Lillian Cassel
Villanova University Computing Sciences
Thomas Way
thomas Villanova University Computing Sciences
Kim Pearson
The College of New Jersey English Department
Deborah Tatar
Virginia Tech Computer Sciences
Ursula Wolz
The College of New Jersey
Computer Science
Steve Harrison
Virginia Tech Computer Sciences
CISE Pathways to Revitalized Undergraduate Computing Education
Distributed Expertise in Enhancing Computing Education with Connections to the Arts
Audience:
CS undergrads, non-CS undergrads , CS and non-CS faculty.
Discipline:
computing in/and sciences, computing in/and humanities.
Challenges:
Making connections with educators who are willing and able to collaborate in the distributed expertise framework for offering courses. Often the stumbling block is administrative, so convincing deans and chairs that there is
benefit is more of a concern than the nuts and bolts of organizing and running such a course, although those are concerns as well.
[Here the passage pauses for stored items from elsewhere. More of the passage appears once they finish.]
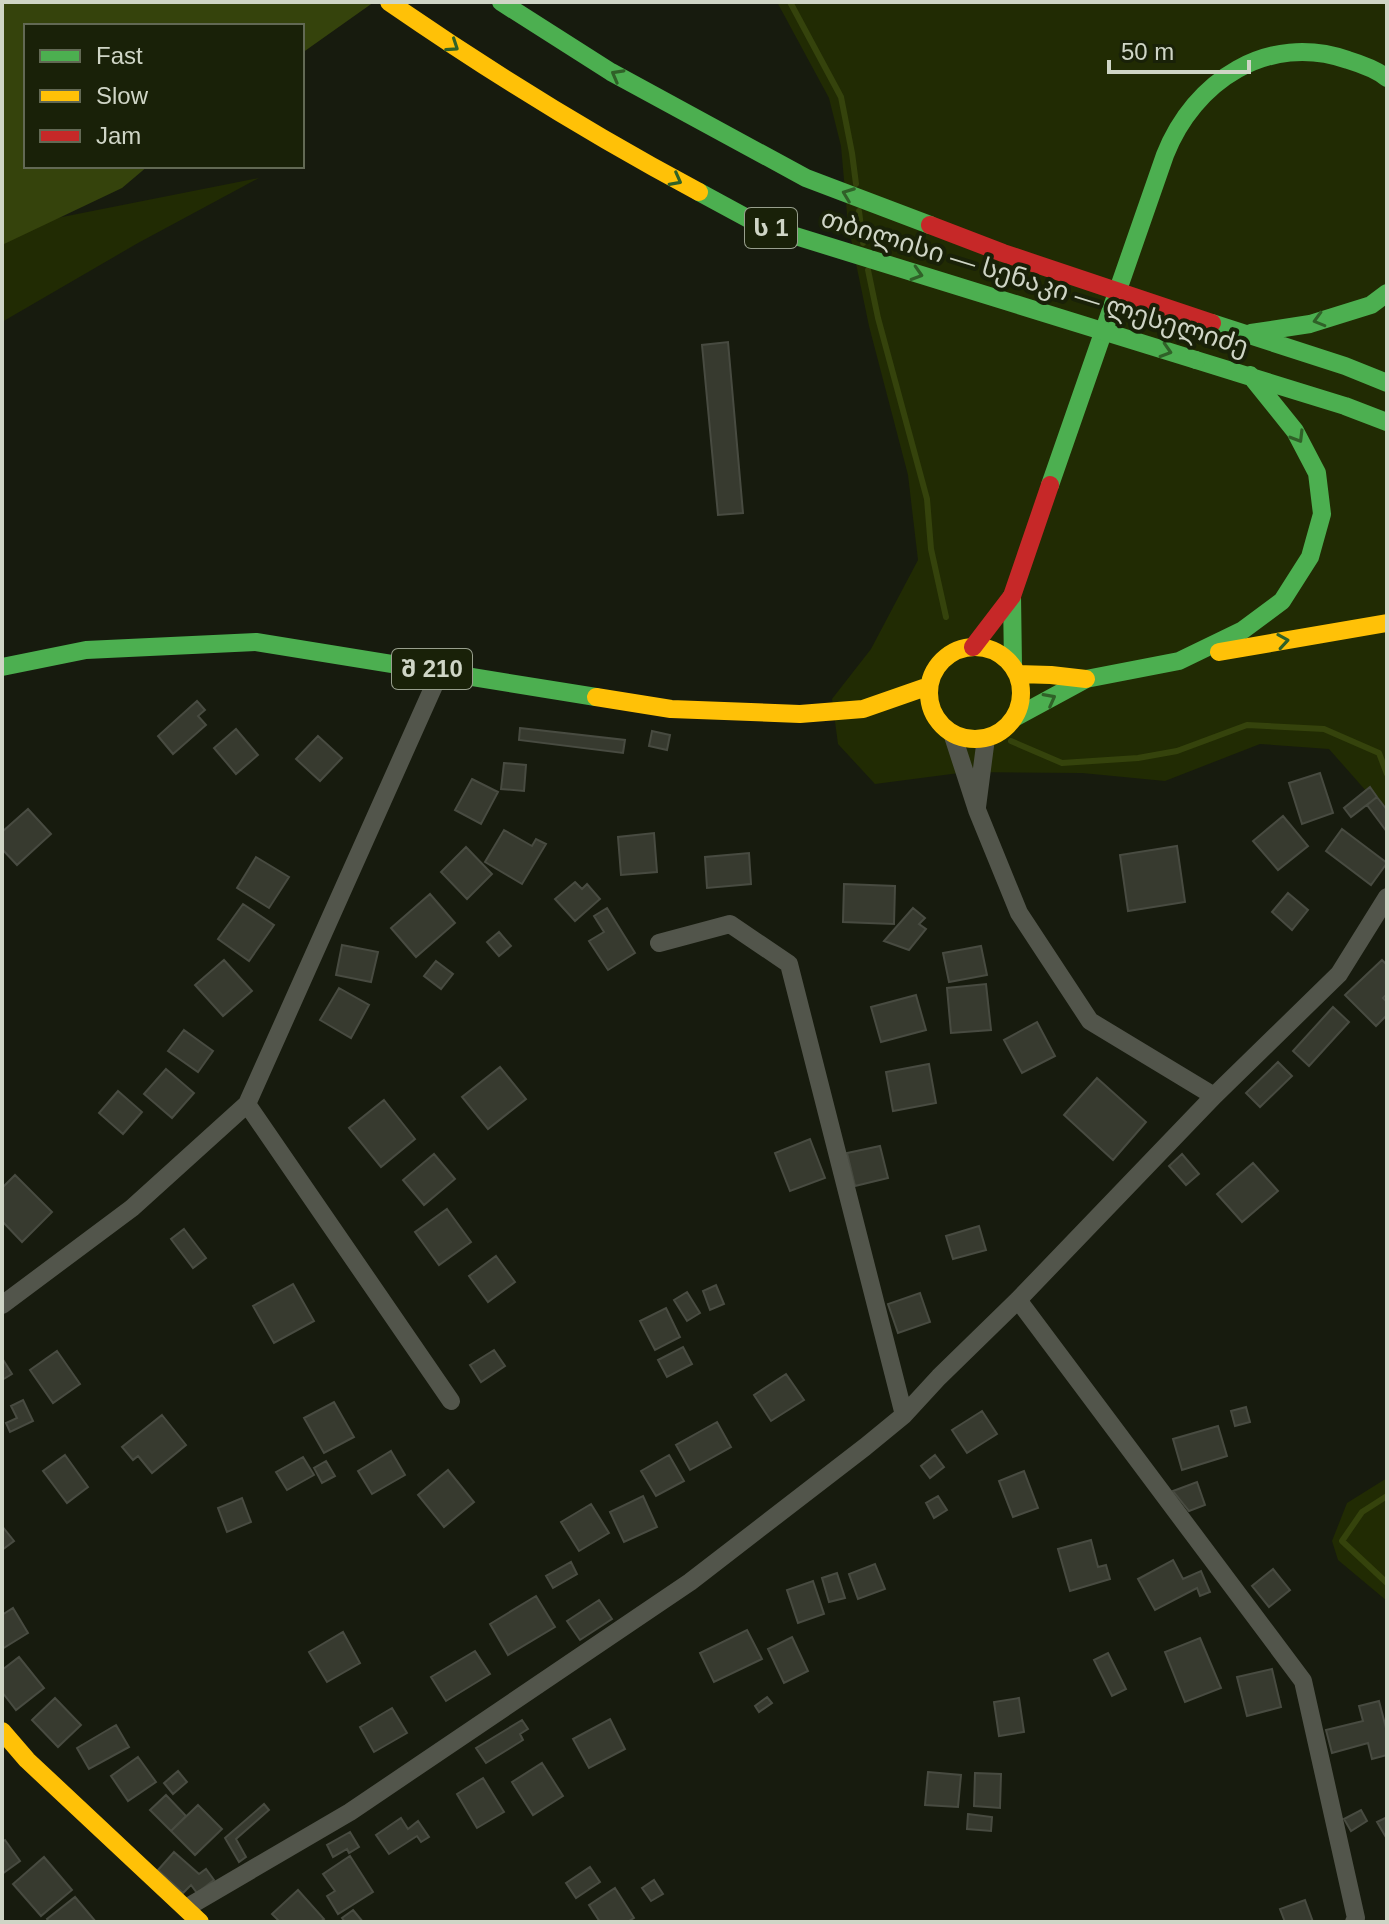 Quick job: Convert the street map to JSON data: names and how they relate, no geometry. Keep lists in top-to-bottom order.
{
  "streets": {
    "main road": ["ს 1", "თბილისი — სენაკი — ლესელიძე", "შ 210"]
  },
  "legend": ["Fast", "Slow", "Jam"],
  "scale_bar": "50 m"
} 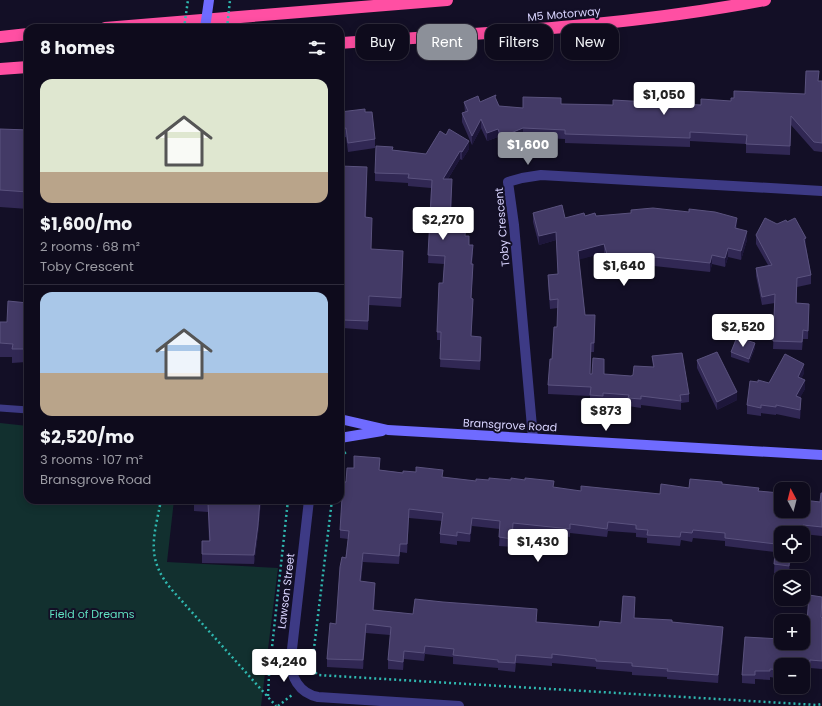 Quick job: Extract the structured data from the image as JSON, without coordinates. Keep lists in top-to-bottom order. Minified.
{"streets":{"highway":["M5 Motorway"],"main road":["Bransgrove Road"],"street":["Toby Crescent","Lawson Street"]},"crossings":[["Toby Crescent","Bransgrove Road"]],"parks":["Field of Dreams"],"north":"top","page":{"chip":["Buy","Rent","Filters","New"],"heading":"8 homes","list":[{"name":"$1,600/mo","note":"2 rooms · 68 m² · Toby Crescent"},{"name":"$2,520/mo","note":"3 rooms · 107 m² · Bransgrove Road"}],"price":["$1,050","$1,600","$2,270","$1,640","$2,520","$873","$1,430","$4,240"],"map_buttons":["+","−"]}}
2010 CPATH PI Meeting, March 25 - 26, Arlington, VA
Success:
Our first activity was a collaborative course in games programming between Villanova and The College of New Jersey. One of the students at Villanova, the only female in the class, was a psychology major with no prior computing experience. She accomplished a completed game using Scratch and was really excited about the fact that she could produce something of substance so soon after beginning,
and that she was able to connect the game experience with her interest in Psychology. Her game is now on the Scratch website at http://scratch.mit.edu/projects/jfanci01/508558.
Pedagogic Approach:
We are exploring effective techniques for collaborating across disciplines and across institutions, with courses that either offer majors experiences that are not currently available from their home departments, or offer majors and non-majors interdisciplinary and cross-institutional course experiences that would otherwise not be available nor practical. The overarching approach is that of "distributed expertise" where the expertise to offer a course is sought through collaboration of various forms with colleagues who might be at the home institution or any other institution.
Project:
Computing Education is essential not only for Computer Science and its many sibling disciplines(Computer Engineering, Software Engineering, Information Systems, etc.) but for practically all other academic disciplines.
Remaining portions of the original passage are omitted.